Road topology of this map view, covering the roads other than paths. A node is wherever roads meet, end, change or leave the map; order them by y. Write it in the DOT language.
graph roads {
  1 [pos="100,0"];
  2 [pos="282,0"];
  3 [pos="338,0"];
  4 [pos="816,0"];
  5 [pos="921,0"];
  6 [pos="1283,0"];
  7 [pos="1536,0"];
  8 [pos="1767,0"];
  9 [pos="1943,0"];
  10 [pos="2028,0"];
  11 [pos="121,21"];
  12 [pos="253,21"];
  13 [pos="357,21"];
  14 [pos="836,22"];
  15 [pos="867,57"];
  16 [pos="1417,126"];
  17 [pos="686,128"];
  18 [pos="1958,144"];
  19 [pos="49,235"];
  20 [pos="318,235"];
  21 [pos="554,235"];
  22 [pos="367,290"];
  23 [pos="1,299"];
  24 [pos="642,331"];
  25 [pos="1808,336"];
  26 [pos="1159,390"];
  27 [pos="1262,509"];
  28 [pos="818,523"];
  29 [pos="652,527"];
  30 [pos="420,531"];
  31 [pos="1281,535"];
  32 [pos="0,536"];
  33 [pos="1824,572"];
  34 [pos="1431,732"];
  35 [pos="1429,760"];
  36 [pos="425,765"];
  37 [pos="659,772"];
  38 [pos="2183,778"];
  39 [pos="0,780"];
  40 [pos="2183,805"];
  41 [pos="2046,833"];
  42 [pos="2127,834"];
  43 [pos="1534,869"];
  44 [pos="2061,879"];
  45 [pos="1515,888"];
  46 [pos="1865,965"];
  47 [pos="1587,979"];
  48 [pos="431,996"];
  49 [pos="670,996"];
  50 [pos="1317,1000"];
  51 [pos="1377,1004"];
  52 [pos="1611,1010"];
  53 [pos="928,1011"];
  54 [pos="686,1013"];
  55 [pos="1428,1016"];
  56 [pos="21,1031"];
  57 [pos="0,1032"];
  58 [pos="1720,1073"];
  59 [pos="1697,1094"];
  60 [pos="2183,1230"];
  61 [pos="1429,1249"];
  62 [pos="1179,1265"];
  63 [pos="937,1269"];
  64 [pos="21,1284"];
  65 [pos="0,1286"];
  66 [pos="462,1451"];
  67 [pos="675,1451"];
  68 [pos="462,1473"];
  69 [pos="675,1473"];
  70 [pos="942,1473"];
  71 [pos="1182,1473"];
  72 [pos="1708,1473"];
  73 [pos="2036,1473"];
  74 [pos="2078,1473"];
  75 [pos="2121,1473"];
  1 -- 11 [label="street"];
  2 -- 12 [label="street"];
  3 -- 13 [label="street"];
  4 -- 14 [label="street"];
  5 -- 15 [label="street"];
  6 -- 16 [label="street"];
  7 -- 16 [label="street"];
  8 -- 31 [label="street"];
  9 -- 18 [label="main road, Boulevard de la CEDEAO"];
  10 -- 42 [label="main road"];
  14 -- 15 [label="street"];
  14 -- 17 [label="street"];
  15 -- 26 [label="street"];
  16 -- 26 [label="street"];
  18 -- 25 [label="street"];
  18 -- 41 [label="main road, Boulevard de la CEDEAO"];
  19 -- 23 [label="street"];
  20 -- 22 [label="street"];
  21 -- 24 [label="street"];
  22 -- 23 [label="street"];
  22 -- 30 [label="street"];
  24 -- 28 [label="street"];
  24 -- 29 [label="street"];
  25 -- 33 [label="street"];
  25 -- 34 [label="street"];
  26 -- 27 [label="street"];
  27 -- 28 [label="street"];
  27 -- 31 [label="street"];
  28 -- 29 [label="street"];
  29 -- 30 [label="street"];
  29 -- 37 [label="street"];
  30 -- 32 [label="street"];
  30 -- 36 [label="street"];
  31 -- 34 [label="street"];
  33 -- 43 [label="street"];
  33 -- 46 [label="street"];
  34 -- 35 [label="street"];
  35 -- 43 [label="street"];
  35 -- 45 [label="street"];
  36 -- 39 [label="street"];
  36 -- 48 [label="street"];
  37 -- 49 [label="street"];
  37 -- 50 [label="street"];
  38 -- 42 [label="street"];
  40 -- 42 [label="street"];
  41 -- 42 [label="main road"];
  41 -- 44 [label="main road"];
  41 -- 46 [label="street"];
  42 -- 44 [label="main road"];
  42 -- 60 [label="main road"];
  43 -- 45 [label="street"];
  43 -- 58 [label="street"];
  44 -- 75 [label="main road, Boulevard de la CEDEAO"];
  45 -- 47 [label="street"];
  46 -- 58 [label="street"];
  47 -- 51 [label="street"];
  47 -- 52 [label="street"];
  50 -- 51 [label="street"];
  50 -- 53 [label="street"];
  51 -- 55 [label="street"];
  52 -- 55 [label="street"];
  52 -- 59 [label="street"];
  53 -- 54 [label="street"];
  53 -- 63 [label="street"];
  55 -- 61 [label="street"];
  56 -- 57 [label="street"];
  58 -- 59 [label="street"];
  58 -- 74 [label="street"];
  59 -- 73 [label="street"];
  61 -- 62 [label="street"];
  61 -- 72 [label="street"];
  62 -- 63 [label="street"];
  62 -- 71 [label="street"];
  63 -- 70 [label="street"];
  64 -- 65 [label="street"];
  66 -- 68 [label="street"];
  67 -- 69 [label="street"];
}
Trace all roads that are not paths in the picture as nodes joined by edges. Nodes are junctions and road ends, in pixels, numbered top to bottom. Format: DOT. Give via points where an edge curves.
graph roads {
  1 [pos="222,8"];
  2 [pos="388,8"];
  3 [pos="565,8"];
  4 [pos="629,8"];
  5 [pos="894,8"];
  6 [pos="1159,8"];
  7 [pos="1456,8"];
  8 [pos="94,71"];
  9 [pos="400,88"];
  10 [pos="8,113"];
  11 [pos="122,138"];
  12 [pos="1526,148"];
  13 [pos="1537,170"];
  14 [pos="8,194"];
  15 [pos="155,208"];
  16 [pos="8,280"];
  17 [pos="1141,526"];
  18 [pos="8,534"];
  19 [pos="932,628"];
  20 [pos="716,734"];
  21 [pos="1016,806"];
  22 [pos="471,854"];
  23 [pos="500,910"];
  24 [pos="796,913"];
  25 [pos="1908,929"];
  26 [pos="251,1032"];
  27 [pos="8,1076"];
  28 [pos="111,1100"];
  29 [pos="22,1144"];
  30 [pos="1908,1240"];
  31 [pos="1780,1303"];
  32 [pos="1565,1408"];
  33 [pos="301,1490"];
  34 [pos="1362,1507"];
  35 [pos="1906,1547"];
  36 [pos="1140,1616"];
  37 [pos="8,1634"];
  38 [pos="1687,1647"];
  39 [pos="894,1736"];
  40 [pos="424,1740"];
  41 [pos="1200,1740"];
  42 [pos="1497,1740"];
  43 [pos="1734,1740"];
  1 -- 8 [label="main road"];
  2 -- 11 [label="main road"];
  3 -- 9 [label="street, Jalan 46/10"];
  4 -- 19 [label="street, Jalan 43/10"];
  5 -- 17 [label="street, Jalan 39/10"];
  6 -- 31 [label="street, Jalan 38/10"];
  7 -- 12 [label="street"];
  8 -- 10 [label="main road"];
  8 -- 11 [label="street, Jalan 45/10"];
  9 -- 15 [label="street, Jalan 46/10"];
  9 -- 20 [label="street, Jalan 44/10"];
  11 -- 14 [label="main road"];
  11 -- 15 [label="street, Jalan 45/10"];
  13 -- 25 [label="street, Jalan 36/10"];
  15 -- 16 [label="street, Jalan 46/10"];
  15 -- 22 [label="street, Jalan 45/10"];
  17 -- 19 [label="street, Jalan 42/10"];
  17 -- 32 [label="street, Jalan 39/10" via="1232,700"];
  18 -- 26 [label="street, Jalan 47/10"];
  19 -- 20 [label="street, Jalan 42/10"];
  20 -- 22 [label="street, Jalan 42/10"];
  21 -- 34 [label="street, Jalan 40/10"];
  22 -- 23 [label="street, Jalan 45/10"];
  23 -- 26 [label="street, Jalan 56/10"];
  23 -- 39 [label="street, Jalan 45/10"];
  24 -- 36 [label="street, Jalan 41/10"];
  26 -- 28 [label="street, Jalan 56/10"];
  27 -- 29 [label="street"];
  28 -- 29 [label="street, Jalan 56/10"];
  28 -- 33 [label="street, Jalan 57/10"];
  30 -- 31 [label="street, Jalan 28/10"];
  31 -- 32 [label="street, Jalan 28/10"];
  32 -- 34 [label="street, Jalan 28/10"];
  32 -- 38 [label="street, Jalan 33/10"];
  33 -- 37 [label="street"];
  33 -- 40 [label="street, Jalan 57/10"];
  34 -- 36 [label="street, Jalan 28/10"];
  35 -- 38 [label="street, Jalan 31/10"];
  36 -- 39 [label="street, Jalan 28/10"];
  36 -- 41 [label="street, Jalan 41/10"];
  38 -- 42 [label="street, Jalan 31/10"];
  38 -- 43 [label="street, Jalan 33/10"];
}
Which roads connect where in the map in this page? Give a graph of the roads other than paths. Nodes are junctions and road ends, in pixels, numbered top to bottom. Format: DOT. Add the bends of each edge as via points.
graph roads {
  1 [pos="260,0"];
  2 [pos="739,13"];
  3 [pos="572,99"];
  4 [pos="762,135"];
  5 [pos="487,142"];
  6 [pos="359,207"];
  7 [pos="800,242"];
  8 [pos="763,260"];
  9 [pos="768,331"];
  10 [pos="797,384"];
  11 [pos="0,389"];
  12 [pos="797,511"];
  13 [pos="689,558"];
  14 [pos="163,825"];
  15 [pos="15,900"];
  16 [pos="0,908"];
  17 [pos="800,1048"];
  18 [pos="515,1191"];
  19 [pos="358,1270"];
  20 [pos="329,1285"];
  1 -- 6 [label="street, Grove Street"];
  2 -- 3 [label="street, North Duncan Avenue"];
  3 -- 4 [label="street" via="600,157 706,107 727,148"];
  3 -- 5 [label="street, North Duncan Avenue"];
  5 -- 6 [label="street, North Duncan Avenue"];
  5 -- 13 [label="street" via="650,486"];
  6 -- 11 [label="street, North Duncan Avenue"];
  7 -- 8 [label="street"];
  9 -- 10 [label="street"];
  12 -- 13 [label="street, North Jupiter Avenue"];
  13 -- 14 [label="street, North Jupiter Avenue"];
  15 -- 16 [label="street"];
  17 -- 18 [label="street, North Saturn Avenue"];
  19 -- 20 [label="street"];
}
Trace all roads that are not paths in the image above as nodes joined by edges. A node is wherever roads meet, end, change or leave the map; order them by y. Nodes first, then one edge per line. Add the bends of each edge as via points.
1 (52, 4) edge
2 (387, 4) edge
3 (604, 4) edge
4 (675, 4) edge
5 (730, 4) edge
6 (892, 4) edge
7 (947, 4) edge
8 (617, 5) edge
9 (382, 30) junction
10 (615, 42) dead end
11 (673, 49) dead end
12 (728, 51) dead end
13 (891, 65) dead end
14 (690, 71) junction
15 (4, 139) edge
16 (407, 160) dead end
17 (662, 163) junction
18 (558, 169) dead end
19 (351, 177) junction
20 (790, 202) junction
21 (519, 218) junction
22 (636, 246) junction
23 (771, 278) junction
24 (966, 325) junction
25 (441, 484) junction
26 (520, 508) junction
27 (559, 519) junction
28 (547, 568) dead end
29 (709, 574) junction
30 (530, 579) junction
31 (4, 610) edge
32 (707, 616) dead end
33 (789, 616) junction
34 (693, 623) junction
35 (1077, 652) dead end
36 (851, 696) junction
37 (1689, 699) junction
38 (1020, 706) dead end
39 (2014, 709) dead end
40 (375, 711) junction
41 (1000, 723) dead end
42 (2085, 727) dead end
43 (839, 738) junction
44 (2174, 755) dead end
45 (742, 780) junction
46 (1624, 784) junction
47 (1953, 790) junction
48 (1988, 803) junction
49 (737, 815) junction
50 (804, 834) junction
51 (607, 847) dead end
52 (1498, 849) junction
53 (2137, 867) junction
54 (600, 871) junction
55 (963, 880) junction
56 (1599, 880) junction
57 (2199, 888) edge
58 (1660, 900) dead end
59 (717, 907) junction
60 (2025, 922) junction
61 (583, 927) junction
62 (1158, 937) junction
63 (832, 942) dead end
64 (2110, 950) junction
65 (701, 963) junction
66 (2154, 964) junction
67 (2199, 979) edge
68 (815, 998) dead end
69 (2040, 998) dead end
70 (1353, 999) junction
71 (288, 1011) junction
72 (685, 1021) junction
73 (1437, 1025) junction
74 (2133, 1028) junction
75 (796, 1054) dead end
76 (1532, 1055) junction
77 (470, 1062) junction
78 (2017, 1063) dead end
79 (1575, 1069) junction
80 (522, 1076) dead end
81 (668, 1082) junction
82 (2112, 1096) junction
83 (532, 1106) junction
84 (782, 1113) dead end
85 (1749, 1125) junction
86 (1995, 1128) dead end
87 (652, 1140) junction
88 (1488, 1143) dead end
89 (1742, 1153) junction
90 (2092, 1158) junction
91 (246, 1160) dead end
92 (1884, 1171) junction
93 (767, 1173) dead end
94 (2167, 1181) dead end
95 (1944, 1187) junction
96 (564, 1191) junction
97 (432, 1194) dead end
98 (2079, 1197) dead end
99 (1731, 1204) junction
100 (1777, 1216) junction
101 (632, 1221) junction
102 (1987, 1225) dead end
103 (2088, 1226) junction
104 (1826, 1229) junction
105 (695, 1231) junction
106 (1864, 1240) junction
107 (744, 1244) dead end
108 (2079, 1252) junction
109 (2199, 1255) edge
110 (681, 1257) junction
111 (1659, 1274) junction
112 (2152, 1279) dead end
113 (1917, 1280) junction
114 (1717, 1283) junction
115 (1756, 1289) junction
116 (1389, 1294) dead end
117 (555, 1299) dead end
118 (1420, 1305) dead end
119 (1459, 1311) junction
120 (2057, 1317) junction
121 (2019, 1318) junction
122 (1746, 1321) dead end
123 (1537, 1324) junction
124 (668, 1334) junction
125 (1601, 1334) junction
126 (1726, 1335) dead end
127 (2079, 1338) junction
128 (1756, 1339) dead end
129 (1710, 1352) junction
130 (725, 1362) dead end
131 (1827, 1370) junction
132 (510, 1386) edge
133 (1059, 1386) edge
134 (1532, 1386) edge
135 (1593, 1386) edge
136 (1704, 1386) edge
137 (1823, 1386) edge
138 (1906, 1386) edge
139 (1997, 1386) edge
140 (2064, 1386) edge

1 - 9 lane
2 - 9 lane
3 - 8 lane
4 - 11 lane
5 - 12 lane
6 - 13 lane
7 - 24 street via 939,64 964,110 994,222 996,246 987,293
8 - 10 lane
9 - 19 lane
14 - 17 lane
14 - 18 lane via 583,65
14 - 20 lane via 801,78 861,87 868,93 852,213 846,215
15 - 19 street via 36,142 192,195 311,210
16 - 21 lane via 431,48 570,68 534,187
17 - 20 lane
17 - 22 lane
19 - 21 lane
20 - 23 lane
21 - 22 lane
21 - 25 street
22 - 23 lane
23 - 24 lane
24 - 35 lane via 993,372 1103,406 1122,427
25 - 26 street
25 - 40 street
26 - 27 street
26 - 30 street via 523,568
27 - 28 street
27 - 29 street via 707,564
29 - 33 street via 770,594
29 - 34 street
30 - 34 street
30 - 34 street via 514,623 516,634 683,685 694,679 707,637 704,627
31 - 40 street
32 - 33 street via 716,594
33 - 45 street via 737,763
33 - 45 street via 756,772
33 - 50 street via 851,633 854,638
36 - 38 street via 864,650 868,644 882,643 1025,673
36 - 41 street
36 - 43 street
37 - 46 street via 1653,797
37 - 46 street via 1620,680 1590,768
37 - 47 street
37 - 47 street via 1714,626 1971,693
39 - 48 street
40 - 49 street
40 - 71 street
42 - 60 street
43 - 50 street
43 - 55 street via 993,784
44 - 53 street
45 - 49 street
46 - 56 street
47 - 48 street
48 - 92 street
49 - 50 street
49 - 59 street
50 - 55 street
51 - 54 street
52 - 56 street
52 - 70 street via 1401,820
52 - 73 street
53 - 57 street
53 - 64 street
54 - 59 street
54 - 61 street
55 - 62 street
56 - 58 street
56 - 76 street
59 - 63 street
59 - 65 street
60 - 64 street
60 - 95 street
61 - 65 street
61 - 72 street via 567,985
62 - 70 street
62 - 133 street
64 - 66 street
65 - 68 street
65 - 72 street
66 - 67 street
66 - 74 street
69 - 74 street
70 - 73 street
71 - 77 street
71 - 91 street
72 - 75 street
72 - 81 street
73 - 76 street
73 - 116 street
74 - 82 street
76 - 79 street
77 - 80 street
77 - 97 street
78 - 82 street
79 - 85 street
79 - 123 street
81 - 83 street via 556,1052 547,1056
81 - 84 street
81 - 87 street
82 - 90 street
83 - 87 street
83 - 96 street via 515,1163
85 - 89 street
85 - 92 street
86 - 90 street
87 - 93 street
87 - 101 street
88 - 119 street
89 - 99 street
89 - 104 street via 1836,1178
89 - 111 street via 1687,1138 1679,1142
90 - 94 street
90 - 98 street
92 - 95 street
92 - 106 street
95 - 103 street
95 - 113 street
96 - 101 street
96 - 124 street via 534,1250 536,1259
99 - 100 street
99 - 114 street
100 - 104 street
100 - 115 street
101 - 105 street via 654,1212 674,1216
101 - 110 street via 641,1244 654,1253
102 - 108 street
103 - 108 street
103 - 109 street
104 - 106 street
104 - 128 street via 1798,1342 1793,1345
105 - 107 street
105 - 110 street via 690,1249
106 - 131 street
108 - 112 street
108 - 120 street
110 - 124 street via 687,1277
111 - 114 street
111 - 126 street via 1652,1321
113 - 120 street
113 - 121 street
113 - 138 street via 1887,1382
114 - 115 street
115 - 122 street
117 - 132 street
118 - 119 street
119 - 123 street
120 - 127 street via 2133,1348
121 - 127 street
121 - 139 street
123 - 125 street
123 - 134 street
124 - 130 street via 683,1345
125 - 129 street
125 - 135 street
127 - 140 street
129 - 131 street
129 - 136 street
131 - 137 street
+++
▶ _Problem to work on_
Locate the string "Boulevard" in the listing above and copy every line where it occurs.

▶ _Exercise output_
  9 -- 18 [label="main road, Boulevard de la CEDEAO"];
  18 -- 41 [label="main road, Boulevard de la CEDEAO"];
  44 -- 75 [label="main road, Boulevard de la CEDEAO"];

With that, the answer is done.